### Task directions:
Would you please return every line from the listing that contains the word "thumb"?

### Working data:

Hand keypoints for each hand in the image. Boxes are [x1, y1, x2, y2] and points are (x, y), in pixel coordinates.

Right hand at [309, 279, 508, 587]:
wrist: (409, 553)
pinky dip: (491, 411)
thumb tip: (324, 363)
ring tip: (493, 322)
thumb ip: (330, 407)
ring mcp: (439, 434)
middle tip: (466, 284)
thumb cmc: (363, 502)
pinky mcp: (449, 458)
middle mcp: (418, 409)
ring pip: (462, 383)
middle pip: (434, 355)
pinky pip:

---

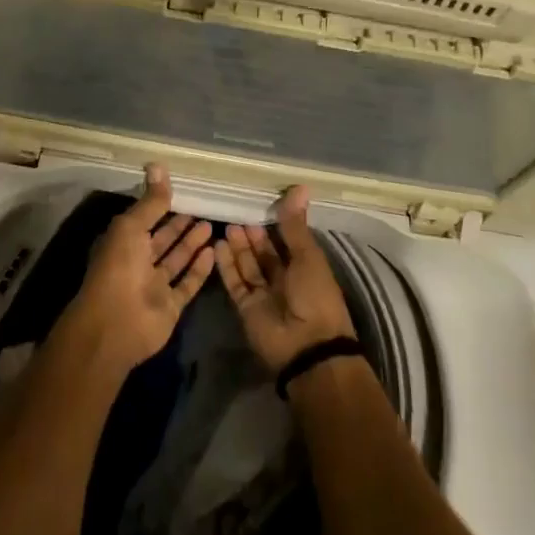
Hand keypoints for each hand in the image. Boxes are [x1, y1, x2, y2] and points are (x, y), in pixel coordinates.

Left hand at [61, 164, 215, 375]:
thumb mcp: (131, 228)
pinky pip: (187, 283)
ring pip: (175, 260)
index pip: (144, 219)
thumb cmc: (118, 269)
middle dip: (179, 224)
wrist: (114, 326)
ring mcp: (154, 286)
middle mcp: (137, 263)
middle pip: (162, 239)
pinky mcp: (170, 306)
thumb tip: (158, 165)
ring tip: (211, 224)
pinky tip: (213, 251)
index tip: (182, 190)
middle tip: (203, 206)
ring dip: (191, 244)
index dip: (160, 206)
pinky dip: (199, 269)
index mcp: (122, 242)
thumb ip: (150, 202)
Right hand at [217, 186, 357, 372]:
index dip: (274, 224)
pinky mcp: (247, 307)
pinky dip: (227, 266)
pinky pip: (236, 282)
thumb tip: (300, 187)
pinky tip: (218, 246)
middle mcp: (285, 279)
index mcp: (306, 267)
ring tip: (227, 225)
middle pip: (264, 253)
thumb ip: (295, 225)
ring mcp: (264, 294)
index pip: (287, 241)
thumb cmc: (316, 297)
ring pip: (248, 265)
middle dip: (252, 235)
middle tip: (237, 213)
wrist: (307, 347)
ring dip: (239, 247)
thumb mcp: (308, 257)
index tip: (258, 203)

### Reply:
thumb tip: (324, 363)
thumb ip: (330, 407)
thumb cmc: (363, 502)
thumb mcp: (131, 228)
thumb cmc: (118, 269)
thumb tip: (158, 165)
thumb ip: (150, 202)
thumb tip: (300, 187)
thumb ip: (295, 225)
thumb cmc: (316, 297)
thumb mcp: (308, 257)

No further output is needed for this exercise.